[[ SUPPLIED DATA open ]]
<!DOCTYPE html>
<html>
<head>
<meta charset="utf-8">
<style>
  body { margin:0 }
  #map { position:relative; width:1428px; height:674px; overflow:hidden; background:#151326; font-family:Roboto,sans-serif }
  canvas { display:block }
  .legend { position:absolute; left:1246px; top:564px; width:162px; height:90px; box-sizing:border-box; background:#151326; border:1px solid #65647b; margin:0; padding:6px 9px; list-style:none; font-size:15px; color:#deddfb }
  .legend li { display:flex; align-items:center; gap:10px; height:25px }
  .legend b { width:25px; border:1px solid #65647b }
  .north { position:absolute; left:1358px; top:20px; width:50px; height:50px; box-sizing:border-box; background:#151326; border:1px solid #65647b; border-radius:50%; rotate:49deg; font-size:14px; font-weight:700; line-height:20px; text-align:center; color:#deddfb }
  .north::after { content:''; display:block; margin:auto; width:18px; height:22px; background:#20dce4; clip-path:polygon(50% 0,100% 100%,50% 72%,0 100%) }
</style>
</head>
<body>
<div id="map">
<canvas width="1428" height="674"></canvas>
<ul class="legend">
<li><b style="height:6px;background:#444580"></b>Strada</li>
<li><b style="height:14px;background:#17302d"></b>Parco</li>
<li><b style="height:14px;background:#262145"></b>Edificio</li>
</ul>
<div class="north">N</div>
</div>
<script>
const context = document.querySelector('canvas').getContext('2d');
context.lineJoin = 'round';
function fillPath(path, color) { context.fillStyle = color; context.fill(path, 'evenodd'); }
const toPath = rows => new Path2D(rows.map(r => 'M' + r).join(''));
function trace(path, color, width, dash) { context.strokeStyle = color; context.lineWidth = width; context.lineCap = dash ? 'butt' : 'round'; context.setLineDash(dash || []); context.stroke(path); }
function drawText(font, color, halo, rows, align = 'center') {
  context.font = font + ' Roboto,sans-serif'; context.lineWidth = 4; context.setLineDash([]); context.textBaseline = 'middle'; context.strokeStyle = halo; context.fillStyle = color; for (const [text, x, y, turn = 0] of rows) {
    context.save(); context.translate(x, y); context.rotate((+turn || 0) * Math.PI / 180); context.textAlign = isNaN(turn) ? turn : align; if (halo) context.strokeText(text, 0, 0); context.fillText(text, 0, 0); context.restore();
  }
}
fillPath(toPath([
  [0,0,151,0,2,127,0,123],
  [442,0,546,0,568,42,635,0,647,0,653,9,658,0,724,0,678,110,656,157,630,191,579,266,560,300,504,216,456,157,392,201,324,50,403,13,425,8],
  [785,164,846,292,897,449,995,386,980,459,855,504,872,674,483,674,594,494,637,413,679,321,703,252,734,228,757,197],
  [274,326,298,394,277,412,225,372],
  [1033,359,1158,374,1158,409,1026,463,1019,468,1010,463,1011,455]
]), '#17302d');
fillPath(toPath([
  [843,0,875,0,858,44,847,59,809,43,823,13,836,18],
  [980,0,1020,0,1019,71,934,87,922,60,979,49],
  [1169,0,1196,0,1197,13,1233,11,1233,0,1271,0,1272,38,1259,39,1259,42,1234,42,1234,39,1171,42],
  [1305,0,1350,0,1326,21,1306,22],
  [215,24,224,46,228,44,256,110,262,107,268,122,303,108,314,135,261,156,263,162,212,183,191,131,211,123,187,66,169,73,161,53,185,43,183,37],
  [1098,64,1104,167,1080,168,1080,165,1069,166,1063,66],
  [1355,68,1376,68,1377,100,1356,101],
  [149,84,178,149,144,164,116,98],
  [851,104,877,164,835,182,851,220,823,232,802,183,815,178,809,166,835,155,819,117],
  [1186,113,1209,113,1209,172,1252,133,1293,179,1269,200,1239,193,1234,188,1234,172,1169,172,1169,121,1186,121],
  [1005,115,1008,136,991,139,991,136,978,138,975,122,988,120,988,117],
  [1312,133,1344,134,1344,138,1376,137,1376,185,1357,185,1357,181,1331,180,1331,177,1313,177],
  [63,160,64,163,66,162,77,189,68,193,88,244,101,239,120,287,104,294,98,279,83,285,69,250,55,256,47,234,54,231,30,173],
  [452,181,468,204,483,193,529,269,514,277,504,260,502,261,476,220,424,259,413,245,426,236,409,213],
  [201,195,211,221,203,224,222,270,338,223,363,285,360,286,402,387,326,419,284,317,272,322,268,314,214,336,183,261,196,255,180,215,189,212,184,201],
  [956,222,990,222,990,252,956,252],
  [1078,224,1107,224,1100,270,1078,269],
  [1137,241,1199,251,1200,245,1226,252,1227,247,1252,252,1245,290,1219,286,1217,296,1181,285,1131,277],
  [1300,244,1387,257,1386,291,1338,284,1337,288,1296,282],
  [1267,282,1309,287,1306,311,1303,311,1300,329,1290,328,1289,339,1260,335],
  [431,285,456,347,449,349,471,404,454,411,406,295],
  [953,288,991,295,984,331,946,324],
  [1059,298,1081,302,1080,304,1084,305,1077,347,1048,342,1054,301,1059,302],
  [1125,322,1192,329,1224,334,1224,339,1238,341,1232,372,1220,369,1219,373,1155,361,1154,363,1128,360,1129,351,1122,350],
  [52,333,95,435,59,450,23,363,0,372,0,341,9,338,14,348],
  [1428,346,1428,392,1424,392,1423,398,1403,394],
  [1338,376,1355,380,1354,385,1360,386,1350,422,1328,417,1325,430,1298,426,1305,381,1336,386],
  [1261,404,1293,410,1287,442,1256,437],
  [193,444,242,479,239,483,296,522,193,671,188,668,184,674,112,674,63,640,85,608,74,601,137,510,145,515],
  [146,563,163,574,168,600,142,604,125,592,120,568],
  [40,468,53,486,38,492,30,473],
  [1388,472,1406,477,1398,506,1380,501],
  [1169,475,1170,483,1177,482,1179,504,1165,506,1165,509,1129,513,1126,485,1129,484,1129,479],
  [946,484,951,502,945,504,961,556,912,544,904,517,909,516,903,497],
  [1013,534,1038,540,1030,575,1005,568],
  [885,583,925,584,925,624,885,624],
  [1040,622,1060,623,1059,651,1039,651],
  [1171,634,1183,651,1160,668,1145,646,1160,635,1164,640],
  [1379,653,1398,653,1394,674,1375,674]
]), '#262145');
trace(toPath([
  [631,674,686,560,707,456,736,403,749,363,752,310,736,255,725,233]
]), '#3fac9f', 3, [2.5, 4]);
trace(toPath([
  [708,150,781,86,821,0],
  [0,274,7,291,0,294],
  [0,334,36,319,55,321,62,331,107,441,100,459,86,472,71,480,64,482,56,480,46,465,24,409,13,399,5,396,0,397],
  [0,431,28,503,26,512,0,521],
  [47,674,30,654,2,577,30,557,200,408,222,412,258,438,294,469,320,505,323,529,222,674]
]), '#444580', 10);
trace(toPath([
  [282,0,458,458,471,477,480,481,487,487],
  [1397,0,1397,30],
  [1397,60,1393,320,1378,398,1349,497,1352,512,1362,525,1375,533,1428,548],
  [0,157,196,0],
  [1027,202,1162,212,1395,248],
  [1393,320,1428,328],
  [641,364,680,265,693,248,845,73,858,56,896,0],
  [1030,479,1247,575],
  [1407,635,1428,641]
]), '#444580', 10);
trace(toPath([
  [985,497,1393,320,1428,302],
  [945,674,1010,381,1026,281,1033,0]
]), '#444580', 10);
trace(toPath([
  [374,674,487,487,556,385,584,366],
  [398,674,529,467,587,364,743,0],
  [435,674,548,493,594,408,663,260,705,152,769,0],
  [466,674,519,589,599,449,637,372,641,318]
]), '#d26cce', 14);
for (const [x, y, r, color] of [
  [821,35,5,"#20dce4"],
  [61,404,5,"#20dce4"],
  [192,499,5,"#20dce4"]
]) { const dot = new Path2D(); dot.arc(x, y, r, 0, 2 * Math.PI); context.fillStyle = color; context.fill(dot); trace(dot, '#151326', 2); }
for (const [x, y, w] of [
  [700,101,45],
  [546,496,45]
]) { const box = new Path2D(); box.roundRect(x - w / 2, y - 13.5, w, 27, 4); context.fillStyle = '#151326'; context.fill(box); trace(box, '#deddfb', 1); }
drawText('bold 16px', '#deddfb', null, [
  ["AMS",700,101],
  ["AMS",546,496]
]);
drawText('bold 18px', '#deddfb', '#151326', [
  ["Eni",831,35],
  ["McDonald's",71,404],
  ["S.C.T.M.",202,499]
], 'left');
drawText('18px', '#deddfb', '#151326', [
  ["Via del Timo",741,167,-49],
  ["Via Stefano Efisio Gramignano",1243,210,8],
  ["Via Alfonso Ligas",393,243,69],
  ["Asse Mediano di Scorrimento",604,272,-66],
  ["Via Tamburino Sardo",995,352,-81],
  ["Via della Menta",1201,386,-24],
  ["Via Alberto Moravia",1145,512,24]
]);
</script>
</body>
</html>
[[ SUPPLIED DATA closed ]]
[[ SUPPLIED DATA open ]]
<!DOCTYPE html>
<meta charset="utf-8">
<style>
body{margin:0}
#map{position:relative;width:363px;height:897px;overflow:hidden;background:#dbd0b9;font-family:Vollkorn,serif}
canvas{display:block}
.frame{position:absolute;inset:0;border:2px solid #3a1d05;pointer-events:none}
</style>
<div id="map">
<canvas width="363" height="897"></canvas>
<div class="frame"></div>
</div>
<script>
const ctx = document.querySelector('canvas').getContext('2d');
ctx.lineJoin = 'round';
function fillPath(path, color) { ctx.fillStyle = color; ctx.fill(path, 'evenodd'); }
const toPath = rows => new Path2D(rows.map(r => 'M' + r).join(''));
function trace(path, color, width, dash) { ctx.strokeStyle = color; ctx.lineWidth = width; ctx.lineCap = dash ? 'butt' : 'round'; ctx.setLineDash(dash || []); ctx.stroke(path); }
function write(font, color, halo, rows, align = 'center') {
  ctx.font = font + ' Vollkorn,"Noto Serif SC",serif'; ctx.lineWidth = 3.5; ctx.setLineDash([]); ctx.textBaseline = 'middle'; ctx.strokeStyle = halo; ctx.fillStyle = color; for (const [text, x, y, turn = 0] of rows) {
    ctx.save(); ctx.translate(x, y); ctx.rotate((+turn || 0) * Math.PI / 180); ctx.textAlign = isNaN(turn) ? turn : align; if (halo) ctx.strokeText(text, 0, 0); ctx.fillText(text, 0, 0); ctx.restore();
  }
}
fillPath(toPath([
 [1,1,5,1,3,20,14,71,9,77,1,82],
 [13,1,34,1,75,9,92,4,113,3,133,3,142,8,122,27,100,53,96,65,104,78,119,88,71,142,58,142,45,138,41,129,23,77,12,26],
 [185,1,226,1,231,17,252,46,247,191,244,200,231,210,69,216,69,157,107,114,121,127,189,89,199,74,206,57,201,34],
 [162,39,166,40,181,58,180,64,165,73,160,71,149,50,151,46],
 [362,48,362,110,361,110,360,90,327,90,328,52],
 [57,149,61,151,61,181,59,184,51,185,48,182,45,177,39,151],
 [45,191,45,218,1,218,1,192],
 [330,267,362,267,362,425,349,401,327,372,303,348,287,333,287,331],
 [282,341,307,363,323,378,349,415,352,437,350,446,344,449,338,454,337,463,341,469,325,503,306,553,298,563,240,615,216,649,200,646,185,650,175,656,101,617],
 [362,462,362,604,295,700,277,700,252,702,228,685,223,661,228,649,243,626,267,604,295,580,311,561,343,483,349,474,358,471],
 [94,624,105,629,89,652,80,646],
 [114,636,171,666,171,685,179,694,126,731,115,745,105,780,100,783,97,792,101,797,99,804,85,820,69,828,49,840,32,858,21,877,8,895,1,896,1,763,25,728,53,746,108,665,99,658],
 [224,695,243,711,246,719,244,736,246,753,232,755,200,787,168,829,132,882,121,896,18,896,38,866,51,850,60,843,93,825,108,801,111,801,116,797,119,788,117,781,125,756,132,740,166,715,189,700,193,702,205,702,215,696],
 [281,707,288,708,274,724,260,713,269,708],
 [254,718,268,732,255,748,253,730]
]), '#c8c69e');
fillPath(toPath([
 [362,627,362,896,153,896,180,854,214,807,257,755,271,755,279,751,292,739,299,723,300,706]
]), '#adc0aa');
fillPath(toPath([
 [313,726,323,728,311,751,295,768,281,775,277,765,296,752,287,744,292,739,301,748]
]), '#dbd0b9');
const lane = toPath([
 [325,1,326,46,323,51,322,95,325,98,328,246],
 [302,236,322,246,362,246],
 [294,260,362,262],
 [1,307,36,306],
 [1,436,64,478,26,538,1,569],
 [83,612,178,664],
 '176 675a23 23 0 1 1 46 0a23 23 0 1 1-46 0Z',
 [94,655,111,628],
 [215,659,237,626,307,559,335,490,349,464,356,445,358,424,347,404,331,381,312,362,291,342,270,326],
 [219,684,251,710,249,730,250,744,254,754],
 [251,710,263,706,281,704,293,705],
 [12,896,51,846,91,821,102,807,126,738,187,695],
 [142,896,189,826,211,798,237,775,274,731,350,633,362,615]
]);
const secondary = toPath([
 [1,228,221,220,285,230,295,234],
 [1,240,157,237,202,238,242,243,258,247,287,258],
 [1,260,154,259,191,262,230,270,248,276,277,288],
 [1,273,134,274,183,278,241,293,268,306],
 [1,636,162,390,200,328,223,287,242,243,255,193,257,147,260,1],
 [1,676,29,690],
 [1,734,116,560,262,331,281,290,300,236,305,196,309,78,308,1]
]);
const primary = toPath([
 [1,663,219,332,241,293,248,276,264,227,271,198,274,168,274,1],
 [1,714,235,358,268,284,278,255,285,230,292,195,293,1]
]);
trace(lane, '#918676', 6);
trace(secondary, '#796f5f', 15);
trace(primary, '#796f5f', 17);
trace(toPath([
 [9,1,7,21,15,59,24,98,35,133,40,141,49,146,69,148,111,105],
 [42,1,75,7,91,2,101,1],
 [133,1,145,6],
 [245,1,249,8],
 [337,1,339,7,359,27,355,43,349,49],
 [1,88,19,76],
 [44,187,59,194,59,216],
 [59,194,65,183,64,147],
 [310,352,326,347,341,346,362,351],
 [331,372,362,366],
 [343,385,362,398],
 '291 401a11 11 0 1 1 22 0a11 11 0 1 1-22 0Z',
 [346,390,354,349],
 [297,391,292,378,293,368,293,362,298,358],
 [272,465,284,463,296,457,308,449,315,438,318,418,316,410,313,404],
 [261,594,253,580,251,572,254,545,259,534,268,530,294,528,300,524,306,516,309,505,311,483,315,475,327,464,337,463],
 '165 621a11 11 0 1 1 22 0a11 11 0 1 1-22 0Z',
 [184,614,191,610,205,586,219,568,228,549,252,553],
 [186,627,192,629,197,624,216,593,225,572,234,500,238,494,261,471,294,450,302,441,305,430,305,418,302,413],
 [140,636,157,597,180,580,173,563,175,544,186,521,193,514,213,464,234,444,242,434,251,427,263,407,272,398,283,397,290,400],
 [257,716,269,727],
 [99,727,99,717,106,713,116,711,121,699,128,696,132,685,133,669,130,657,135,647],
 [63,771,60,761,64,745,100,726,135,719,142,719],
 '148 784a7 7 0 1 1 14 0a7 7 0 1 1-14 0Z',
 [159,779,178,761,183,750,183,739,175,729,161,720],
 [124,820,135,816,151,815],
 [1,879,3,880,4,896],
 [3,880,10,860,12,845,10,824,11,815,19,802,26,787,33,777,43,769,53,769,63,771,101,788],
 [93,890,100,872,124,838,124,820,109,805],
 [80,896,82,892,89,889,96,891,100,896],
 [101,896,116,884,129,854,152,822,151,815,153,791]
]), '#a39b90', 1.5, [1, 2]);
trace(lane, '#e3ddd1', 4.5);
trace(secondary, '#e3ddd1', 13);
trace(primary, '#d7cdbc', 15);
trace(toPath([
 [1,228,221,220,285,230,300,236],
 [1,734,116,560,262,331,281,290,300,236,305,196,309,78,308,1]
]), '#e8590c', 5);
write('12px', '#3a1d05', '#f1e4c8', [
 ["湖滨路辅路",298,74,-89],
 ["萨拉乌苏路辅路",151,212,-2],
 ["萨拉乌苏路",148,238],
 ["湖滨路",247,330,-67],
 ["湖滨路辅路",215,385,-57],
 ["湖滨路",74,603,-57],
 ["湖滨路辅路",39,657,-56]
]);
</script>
[[ SUPPLIED DATA closed ]]
[[ SUPPLIED DATA open ]]
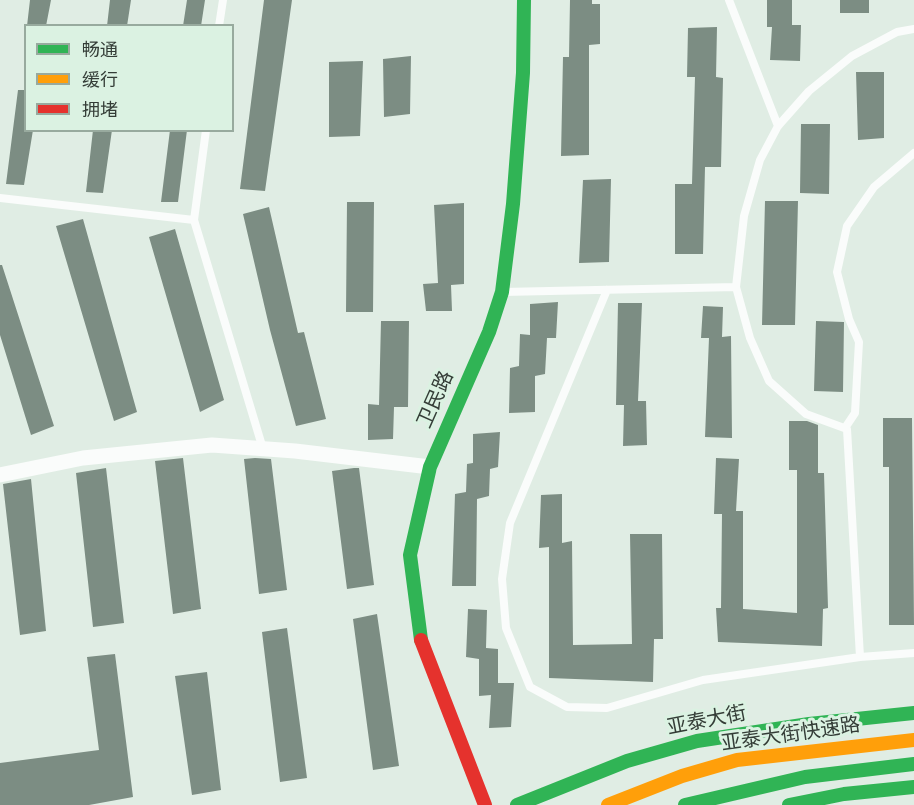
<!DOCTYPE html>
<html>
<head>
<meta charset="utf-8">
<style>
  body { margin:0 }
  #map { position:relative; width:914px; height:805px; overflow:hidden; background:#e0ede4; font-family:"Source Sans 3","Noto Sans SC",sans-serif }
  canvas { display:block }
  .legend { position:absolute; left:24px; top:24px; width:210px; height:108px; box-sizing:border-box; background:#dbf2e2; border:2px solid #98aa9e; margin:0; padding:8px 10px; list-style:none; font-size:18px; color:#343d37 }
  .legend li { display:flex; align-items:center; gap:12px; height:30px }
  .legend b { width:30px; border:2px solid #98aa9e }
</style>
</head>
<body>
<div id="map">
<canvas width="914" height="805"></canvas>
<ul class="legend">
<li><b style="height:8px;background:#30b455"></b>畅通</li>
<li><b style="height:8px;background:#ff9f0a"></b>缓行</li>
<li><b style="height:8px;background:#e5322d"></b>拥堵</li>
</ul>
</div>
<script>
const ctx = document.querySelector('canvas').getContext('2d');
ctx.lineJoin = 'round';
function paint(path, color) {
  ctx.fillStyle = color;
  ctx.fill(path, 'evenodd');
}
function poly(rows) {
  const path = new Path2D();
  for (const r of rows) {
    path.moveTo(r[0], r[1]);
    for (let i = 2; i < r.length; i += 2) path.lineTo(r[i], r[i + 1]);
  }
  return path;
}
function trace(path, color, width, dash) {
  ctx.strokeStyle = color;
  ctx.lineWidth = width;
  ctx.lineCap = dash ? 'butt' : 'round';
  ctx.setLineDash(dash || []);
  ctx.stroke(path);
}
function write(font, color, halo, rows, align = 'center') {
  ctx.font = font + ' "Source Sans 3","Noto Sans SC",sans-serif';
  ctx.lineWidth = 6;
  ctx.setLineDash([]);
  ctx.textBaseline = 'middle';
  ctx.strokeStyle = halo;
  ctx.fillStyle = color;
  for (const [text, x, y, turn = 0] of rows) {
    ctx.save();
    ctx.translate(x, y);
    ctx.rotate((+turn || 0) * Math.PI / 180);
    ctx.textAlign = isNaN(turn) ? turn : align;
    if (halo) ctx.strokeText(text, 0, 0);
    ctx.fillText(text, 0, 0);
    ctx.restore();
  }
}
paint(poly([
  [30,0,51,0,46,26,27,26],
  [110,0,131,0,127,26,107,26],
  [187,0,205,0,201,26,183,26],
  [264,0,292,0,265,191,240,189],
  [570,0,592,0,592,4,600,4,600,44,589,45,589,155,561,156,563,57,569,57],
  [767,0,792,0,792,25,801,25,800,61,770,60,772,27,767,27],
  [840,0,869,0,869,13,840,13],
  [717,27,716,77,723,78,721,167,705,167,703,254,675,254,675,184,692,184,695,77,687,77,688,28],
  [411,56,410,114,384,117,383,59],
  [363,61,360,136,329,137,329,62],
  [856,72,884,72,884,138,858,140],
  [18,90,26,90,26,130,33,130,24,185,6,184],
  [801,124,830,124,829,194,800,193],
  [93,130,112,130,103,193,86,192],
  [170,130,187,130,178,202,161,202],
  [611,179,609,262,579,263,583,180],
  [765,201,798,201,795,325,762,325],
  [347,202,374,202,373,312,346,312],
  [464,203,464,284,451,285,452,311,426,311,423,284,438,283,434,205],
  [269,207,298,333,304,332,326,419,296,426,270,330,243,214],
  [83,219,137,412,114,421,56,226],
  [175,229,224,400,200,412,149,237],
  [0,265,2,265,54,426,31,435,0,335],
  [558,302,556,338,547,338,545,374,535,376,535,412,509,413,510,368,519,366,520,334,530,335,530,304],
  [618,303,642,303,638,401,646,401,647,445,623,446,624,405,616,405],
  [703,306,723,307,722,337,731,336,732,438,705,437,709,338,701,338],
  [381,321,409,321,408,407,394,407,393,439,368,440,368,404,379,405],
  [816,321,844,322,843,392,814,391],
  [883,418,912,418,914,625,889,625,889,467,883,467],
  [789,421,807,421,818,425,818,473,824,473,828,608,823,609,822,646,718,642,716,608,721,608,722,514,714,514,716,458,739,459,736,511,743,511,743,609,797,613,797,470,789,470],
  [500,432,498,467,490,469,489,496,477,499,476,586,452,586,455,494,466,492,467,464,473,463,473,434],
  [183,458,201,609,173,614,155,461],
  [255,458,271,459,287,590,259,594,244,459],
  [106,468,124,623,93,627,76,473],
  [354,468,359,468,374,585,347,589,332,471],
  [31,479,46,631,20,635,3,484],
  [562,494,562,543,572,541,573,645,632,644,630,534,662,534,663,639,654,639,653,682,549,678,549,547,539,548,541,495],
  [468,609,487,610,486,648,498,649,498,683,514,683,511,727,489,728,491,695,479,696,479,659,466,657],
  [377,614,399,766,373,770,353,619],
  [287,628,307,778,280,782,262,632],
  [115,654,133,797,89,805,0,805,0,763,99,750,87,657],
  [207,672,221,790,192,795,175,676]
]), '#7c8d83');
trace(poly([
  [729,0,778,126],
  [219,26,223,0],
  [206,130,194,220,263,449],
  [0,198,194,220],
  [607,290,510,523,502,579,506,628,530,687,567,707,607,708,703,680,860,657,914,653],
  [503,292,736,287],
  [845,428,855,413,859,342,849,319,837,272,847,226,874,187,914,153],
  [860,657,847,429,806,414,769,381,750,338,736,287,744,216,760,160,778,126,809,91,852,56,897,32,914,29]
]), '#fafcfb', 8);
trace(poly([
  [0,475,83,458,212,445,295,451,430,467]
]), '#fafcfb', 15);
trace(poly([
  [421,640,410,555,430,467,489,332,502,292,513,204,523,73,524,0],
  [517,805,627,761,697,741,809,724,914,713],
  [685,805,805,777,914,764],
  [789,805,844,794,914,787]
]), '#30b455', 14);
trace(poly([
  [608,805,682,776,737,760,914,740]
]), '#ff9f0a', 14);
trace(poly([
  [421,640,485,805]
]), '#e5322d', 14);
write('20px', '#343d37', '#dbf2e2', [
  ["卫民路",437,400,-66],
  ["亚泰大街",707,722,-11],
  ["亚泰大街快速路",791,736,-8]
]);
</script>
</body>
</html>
[[ SUPPLIED DATA closed ]]
**EXERCISE DESCRIPTION:** The lines in the entries above that carry the word "flex" must be copied.

**TASK ANSWER:**
  .legend li { display:flex; align-items:center; gap:10px; height:25px }
  .legend li { display:flex; align-items:center; gap:12px; height:30px }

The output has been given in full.